Menurut Chandra, kondisi keamanan dan ketertiban masyarakat di
Kabupaten Pati saat ini tetap aman, stabil, dan terkendali berkat
sinergi yang kuat antara Pemkab Pati, Polresta Pati, Kodim 0718/Pati,
Kejaksaan Negeri, Pengadilan Negeri, serta tokoh agama dan seluruh
elemen masyarakat.
"Kalau kemarin-kemarin sempat ada demo itu wajar. Menyampaikan
pendapat di muka umum merupakan hak setiap warga negara. Selama aspirasi
itu disampaikan dengan baik dan benar-benar mewakili kepentingan
masyarakat, tentu akan kami perjuangkan.
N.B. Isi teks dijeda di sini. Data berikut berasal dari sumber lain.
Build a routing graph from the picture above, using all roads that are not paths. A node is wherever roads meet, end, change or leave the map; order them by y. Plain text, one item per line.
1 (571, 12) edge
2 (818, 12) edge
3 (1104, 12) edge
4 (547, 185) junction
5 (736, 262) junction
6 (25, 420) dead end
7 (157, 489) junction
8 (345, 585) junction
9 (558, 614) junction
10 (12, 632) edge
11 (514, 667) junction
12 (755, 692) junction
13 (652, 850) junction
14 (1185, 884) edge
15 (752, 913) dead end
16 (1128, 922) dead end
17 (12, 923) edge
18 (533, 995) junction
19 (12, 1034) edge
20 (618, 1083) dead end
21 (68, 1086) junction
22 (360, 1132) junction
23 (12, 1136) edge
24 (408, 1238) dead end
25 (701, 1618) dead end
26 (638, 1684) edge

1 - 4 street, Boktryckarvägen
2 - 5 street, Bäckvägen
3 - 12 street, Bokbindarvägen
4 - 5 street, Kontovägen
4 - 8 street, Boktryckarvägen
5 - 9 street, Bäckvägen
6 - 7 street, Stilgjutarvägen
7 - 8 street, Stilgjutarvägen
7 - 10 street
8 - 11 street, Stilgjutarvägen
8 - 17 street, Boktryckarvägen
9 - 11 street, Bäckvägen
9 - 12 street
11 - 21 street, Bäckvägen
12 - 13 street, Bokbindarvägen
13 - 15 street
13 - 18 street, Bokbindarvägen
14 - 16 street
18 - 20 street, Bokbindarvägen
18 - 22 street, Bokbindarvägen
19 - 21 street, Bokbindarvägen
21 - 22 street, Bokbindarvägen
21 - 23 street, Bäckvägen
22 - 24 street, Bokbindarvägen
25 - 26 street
Contohnya saat nelayan
menyampaikan aspirasinya, kami membantu mengomunikasikan kepada
pemerintah pusat dan alhamdulillah tuntutannya dikabulkan," kata
Chandra.
Ia juga menyampaikan bahwa reaktivasi jalur kereta api Pantura yang
menghubungkan Semarang, Demak, Kudus, Pati, Rembang, Tuban, hingga
Lamongan masih menunggu arahan pemerintah pusat. Meski telah berstatus
Proyek Strategis Nasional (PSN), hingga kini belum ada komunikasi
lanjutan dari Kementerian Perhubungan mengenai pelaksanaan fisiknya.
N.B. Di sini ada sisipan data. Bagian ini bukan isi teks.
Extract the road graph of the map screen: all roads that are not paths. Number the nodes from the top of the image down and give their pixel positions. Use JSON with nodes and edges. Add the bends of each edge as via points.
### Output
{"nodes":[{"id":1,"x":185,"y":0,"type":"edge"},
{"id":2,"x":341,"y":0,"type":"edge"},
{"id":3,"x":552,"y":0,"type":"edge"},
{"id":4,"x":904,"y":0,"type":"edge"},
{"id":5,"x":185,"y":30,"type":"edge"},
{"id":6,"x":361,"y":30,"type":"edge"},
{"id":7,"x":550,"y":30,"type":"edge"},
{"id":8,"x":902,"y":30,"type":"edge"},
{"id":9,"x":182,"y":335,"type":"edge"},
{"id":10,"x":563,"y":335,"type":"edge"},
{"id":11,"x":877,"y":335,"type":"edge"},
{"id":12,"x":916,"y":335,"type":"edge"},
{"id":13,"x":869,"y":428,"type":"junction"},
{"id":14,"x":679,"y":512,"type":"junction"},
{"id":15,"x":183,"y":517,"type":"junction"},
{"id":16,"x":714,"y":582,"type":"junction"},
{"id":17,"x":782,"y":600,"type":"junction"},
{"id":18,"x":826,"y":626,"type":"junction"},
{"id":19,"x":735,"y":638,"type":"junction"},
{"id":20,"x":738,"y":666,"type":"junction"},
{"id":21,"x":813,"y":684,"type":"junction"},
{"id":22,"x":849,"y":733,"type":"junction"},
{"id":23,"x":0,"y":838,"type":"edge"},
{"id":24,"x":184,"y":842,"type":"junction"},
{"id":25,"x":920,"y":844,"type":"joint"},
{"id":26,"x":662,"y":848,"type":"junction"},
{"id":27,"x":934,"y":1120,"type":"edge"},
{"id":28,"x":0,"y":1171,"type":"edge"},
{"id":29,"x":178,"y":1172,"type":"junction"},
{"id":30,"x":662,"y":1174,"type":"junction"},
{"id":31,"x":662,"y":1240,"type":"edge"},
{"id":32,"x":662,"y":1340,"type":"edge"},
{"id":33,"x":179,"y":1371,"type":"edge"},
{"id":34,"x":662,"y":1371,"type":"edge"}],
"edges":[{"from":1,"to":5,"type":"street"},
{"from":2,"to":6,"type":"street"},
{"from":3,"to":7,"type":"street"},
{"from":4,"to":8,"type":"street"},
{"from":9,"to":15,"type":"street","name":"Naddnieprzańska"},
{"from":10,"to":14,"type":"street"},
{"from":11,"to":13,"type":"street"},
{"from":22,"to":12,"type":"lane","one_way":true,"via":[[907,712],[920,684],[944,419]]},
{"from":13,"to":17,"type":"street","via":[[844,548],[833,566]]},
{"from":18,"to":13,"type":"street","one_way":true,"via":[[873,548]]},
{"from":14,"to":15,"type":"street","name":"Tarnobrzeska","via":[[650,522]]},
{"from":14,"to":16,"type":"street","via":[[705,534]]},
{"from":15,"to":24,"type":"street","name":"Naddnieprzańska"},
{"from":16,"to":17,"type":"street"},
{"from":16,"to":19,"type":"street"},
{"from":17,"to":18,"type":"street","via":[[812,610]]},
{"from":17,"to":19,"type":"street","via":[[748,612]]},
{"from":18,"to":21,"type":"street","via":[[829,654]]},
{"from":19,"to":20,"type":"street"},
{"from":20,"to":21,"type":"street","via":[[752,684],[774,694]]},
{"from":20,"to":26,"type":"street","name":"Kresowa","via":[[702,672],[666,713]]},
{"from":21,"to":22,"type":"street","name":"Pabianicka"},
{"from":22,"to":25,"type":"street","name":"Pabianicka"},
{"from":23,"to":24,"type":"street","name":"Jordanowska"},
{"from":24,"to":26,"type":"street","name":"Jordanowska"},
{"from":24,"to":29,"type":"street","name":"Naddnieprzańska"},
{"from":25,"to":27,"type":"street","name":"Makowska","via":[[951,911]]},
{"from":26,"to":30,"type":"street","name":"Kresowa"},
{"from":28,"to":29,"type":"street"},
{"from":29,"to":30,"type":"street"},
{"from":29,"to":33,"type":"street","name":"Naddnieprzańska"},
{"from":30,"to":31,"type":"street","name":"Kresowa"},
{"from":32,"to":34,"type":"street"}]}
"Kalau proyek ini terealisasi, manfaatnya sangat besar. Biaya
logistik industri akan lebih efisien, konektivitas wilayah Pantura
semakin kuat, dan beban jalan nasional akibat kendaraan berat dapat
berkurang," ujar Chandra.
Di sektor pariwisata, Chandra mengungkapkan kebijakan outing class
lokal mulai memberikan dampak nyata terhadap pertumbuhan ekonomi daerah.
Sepanjang Januari hingga Juni 2026, jumlah kunjungan wisatawan di
Kabupaten Pati telah mencapai 552.717 orang, dengan lonjakan tertinggi
terjadi saat libur sekolah pada Juni.
"Pemberdayaan ekonomi lokal kami tingkatkan melalui wisata lokal.
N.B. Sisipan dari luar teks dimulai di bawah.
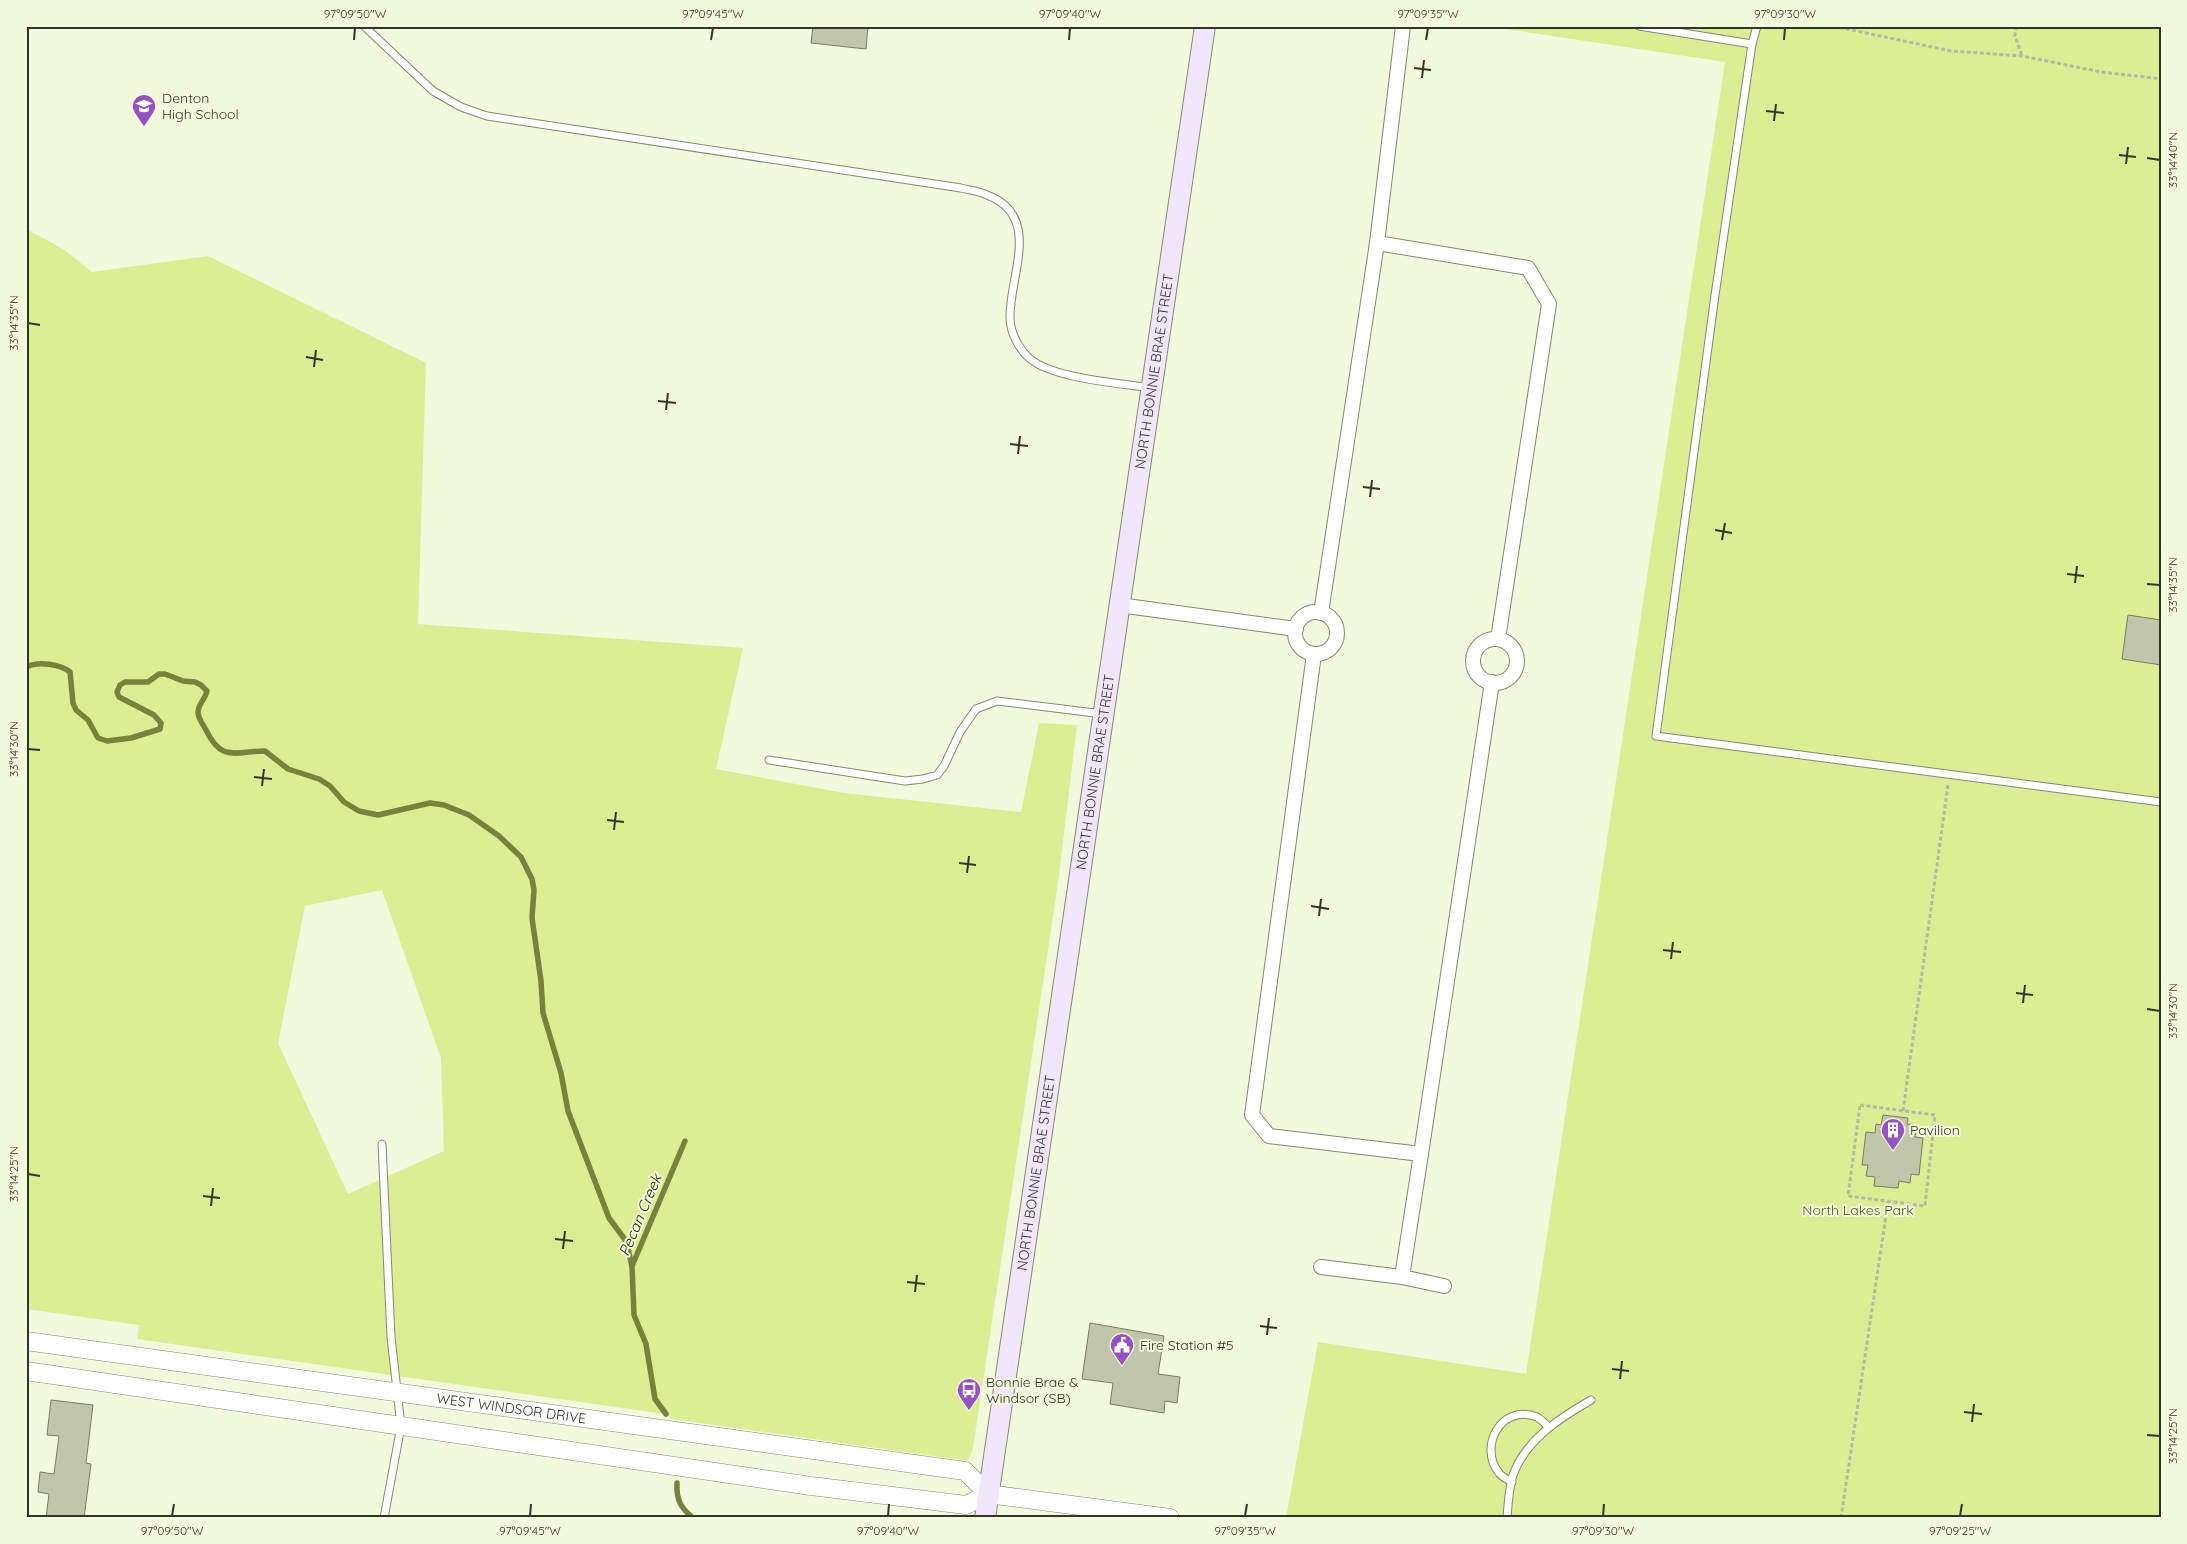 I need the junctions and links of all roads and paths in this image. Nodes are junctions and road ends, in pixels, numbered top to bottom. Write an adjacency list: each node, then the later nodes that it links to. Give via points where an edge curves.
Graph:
1 (364, 26): 12 (lane, via 433,91 460,107 487,116 941,185 988,195 1006,206 1017,224 1020,244 1010,318 1015,339 1030,358 1053,371)
2 (1205, 26): 12 (main road, NORTH BONNIE BRAE STREET)
3 (1403, 26): 11 (street)
4 (1639, 26): 8 (lane)
5 (1757, 26): 8 (lane)
6 (1834, 26): 9 (path, via 1950,51)
7 (2016, 26): 9 (path, via 2015,36)
8 (1752, 44): 21 (lane, via 1656,736)
9 (2022, 56): 10 (path, via 2100,72)
10 (2161, 79)
11 (1377, 242): 14 (street); 16 (street, via 1528,268 1549,304)
12 (1152, 388): 13 (main road, NORTH BONNIE BRAE STREET)
13 (1119, 606): 15 (street); 19 (main road, NORTH BONNIE BRAE STREET)
14 (1321, 613): 15 (street, via 1302,617); 17 (street, via 1332,620 1336,640 1328,651)
15 (1296, 629): 17 (street, via 1295,636 1301,648)
16 (1498, 639): 18 (street, via 1515,652 1516,667 1507,679); 18 (street, via 1484,641 1473,658 1480,676)
17 (1314, 654): 25 (street, via 1252,1115 1269,1136)
18 (1492, 682): 25 (street)
19 (1104, 714): 20 (lane, via 997,701 976,709 960,732 944,766 937,774 923,779 905,781); 37 (main road, NORTH BONNIE BRAE STREET)
20 (768, 760)
21 (1949, 774): 22 (lane); 23 (path)
22 (2161, 802)
23 (1902, 1111): 26 (path, via 1935,1115 1925,1206); 26 (path, via 1860,1105 1848,1196)
24 (382, 1144): 32 (lane, via 390,1337)
25 (1421, 1154): 28 (street)
26 (1888, 1202): 42 (path)
27 (1320, 1267): 28 (street)
28 (1402, 1278): 29 (street)
29 (1444, 1286)
30 (26, 1341): 32 (street, WEST WINDSOR DRIVE)
31 (26, 1371): 34 (street)
32 (396, 1394): 34 (lane); 37 (street, WEST WINDSOR DRIVE, via 965,1471)
33 (1590, 1400): 35 (lane)
34 (401, 1426): 37 (street, via 811,1486 956,1503 966,1504); 38 (lane)
35 (1549, 1427): 36 (lane, via 1524,1453); 36 (lane, via 1537,1417 1518,1415 1502,1421 1492,1438 1491,1450 1494,1466)
36 (1512, 1482): 41 (lane)
37 (988, 1494): 39 (main road, NORTH BONNIE BRAE STREET); 40 (street)
38 (384, 1518)
39 (985, 1518)
40 (1170, 1518)
41 (1507, 1518)
42 (1841, 1518)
Monitoring ini juga untuk mendukung pelaksanaan outing class anak-anak
TK, SD, dan SMP karena kami telah menerbitkan surat edaran agar kegiatan
tersebut dilaksanakan di wilayah Pati," tegas Chandra.
Selain itu, Pemkab Pati terus memperkuat sektor ekonomi kreatif
melalui gagasan pembentukan Komite Ekonomi Kreatif, ide penyelenggaraan
festival bulanan, kolaborasi dengan perguruan tinggi, serta pengembangan
ekosistem digital bagi pelaku usaha kreatif. Langkah tersebut juga
didukung penyelenggaraan Pati Innovation Awards 2026 untuk mendorong
lahirnya inovasi di bidang industri kreatif dan teknologi informasi.